START Exercise data

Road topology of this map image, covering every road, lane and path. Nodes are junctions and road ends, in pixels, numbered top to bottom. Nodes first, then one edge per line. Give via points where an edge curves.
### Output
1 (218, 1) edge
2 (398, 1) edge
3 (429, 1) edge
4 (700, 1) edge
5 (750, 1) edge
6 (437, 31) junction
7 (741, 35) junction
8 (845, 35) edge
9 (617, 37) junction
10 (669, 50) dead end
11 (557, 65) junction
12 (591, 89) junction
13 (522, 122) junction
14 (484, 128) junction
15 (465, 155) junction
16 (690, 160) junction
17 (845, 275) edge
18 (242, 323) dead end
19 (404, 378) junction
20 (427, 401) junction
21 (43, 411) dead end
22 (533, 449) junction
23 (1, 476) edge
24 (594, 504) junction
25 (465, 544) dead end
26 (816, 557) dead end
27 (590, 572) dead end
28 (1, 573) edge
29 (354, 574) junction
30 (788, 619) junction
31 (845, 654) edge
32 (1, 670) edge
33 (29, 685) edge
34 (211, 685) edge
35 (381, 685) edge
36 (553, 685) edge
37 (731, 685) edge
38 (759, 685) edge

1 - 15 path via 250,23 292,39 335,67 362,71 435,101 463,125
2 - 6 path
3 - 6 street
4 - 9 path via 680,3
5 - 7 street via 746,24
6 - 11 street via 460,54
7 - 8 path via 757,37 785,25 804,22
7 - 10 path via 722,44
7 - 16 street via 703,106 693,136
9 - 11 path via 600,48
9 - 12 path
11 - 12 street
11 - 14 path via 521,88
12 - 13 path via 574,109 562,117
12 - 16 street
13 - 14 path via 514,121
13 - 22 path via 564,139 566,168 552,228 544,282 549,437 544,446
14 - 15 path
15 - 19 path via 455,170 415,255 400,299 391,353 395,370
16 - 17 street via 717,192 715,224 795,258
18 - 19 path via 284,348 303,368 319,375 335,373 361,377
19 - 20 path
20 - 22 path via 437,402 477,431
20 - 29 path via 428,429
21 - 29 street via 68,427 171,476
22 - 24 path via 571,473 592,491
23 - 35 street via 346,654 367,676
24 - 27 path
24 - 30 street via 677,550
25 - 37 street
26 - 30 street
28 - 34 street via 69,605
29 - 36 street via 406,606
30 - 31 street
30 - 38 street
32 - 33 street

END Exercise data

[Description of the task] Lines above that contain the string "dead" make up the answer.

[Worked solution]
10 (669, 50) dead end
18 (242, 323) dead end
21 (43, 411) dead end
25 (465, 544) dead end
26 (816, 557) dead end
27 (590, 572) dead end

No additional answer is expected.